Wood species

Pink, purple, olive or grey iridescence make plum wood remarkable

Fruit trees are hard for us to see as a source of wood. We see them primarily as a source for jams, marmalades, juices and compotes. And with plum, I'm sure the first thought goes to jam. But fruit trees have a productive lifespan of 15-30 years, after which the amount of fruit decreases from year to year and the branches begin to wither. In orchards, trees that are beginning to wither are cut down and replaced with young trees capable of bearing rich fruit.

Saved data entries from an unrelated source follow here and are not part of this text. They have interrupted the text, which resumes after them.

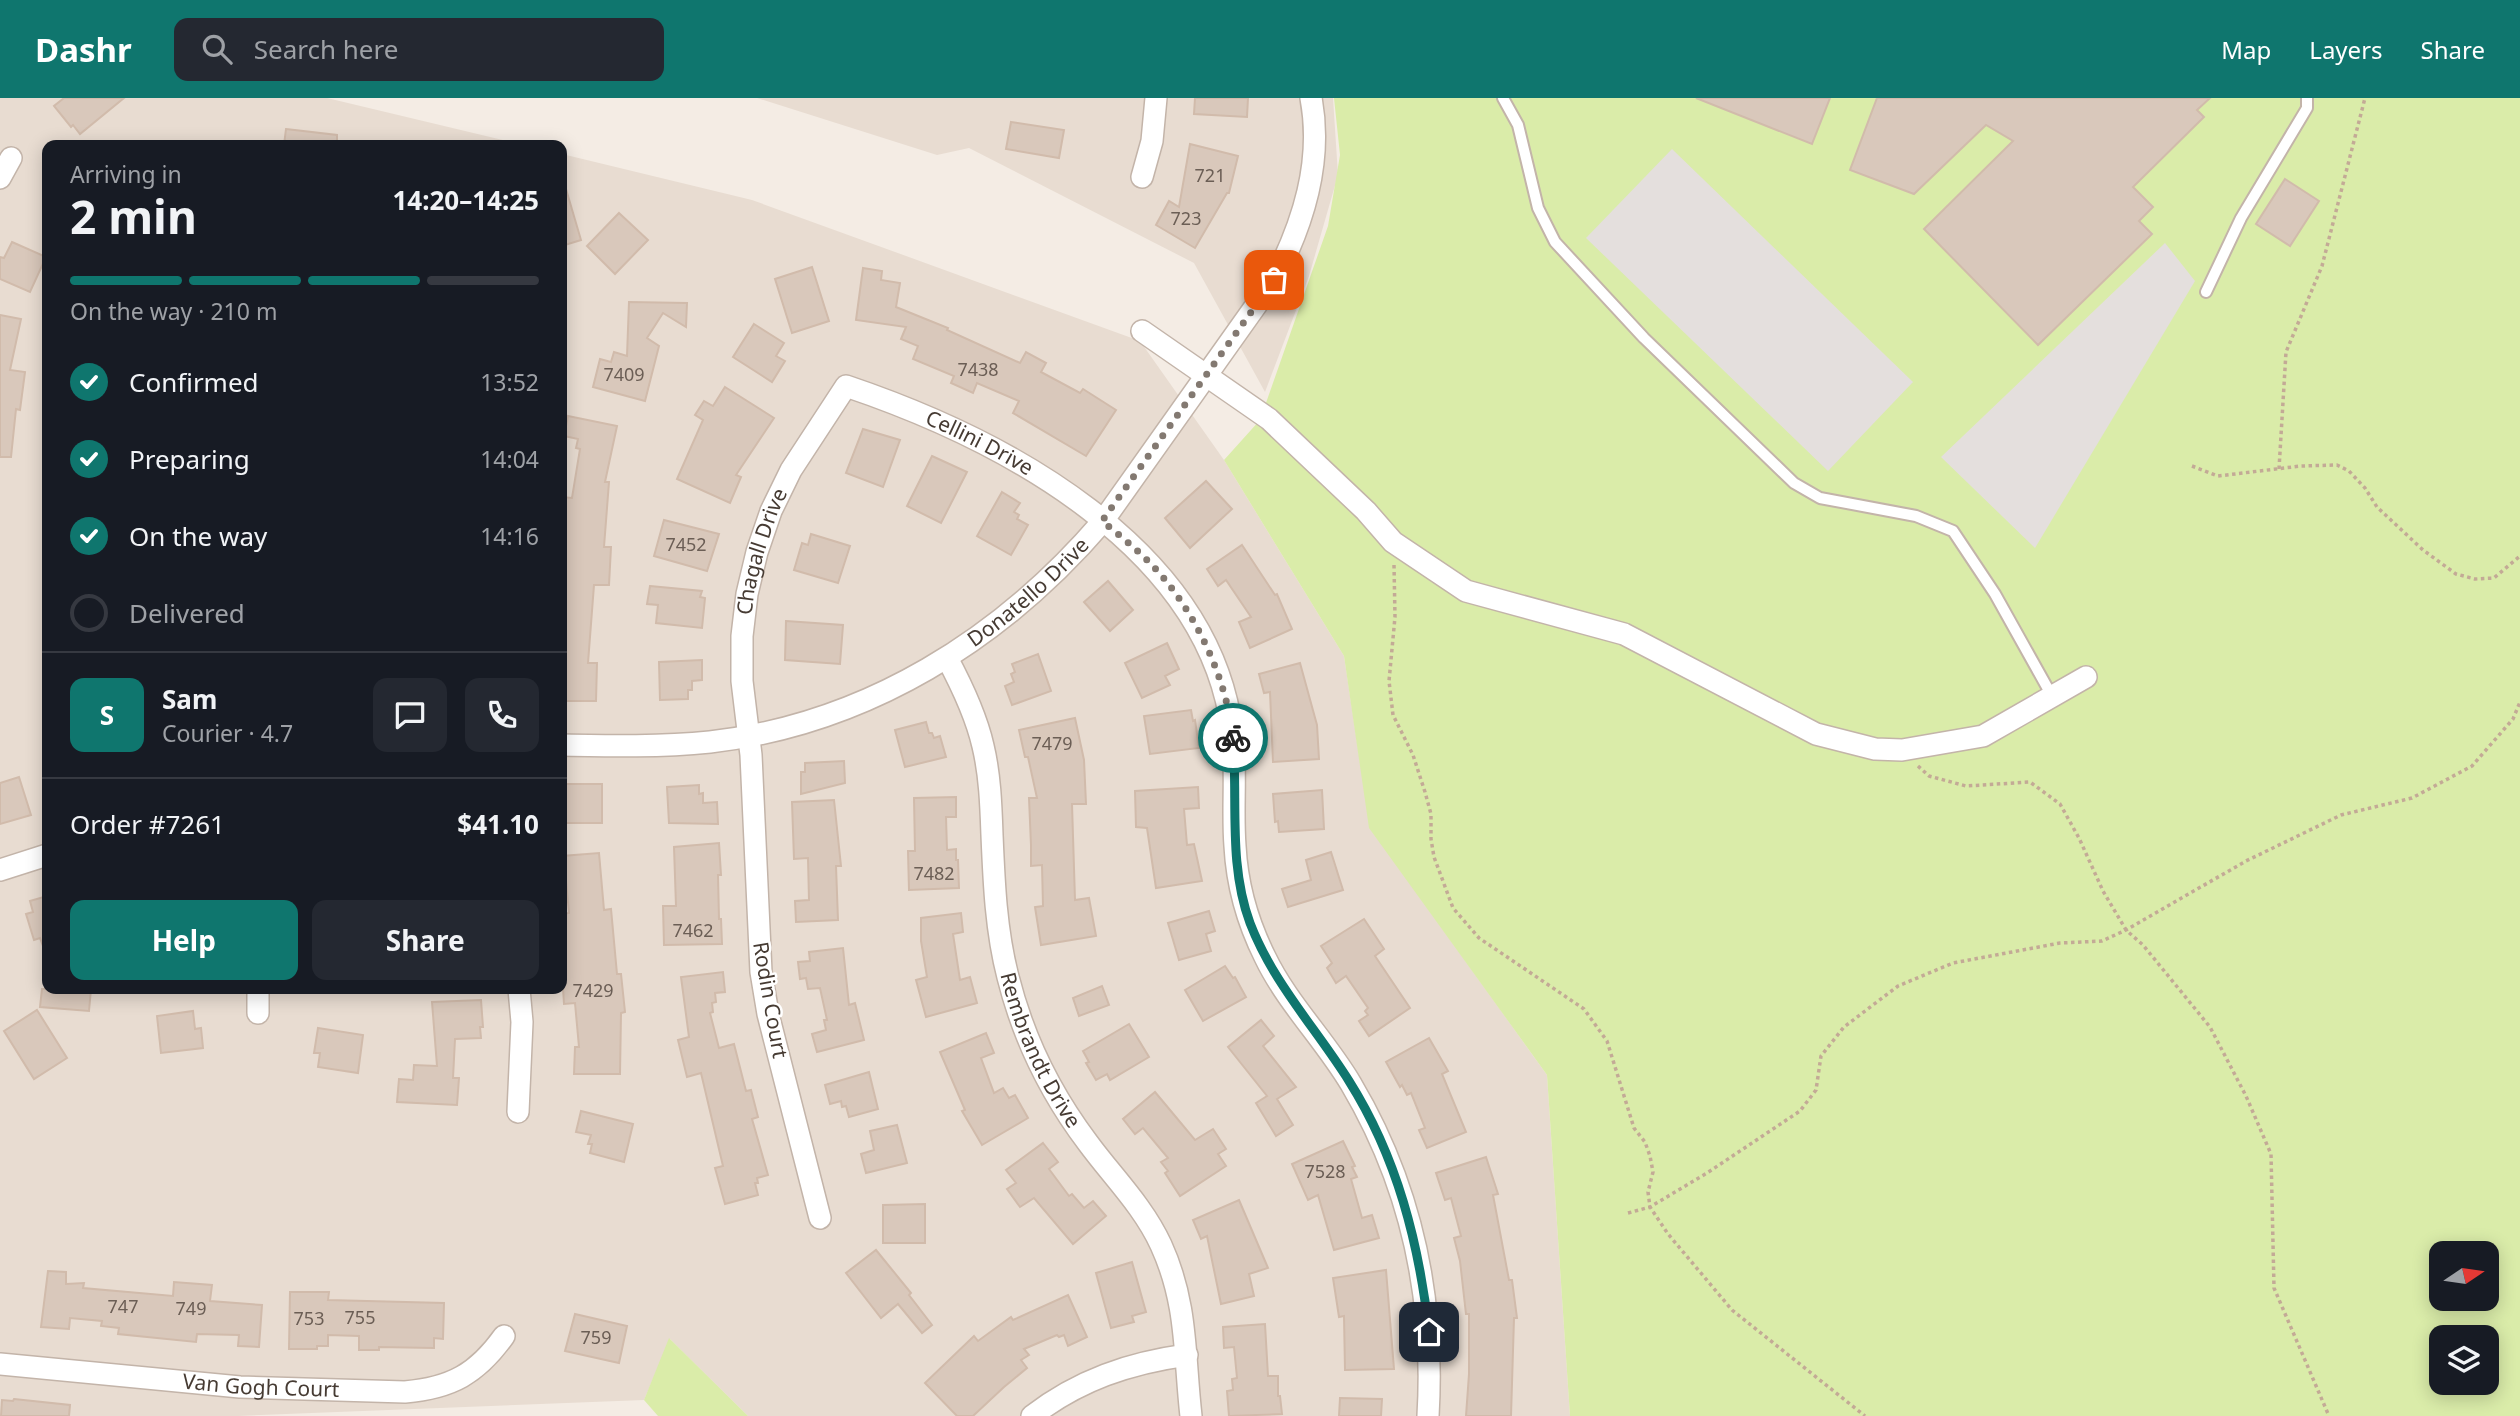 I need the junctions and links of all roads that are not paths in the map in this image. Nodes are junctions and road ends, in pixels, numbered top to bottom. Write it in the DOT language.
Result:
graph roads {
  1 [pos="1156,98"];
  2 [pos="1311,98"];
  3 [pos="1503,98"];
  4 [pos="2307,98"];
  5 [pos="11,158"];
  6 [pos="1142,177"];
  7 [pos="0,178"];
  8 [pos="2206,292"];
  9 [pos="1142,331"];
  10 [pos="1206,377"];
  11 [pos="846,386"];
  12 [pos="1102,521"];
  13 [pos="947,659"];
  14 [pos="2086,677"];
  15 [pos="2052,696"];
  16 [pos="748,735"];
  17 [pos="567,745"];
  18 [pos="42,857"];
  19 [pos="0,870"];
  20 [pos="258,994"];
  21 [pos="519,994"];
  22 [pos="258,1013"];
  23 [pos="518,1112"];
  24 [pos="820,1218"];
  25 [pos="504,1336"];
  26 [pos="1187,1355"];
  27 [pos="0,1364"];
  28 [pos="1032,1416"];
  29 [pos="1191,1416"];
  30 [pos="1428,1416"];
  1 -- 6 [label="street"];
  2 -- 10 [label="street, Donatello Drive"];
  3 -- 15 [label="lane"];
  4 -- 8 [label="lane"];
  5 -- 7 [label="street"];
  9 -- 10 [label="street"];
  10 -- 12 [label="street, Donatello Drive"];
  10 -- 15 [label="street"];
  11 -- 12 [label="street, Cellini Drive"];
  11 -- 16 [label="street, Chagall Drive"];
  12 -- 13 [label="street, Donatello Drive"];
  12 -- 30 [label="street, Cellini Drive"];
  13 -- 16 [label="street, Donatello Drive"];
  13 -- 26 [label="street, Rembrandt Drive"];
  14 -- 15 [label="street"];
  16 -- 17 [label="street, Donatello Drive"];
  16 -- 24 [label="street, Rodin Court"];
  18 -- 19 [label="street"];
  20 -- 22 [label="street"];
  21 -- 23 [label="street"];
  25 -- 27 [label="street, Van Gogh Court"];
  26 -- 28 [label="street"];
  26 -- 29 [label="street, Rembrandt Drive"];
}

The other day I saw a plum wood bowl and was impressed by the multitude of colours. In the abundance of shades I could distinguish pink, purple, bright red, green. The unique colours make plum wood very popular with connoisseurs. However, being in small quantity it cannot be used on an industrial scale and is therefore less known. This is a good time to learn more about it.

plum wood
source: commons.wikipedia.org

PPrunus domestica (European plum or common plum) is one of the most widespread species of fruit trees in south-central and eastern Europe. Because of its fruit, it has been cultivated since Greek and Roman times, the latter spreading the plum throughout Europe. Prunus subspecies are found all over the world, with more than 400 known. In Europe, Romania is the largest plum grower.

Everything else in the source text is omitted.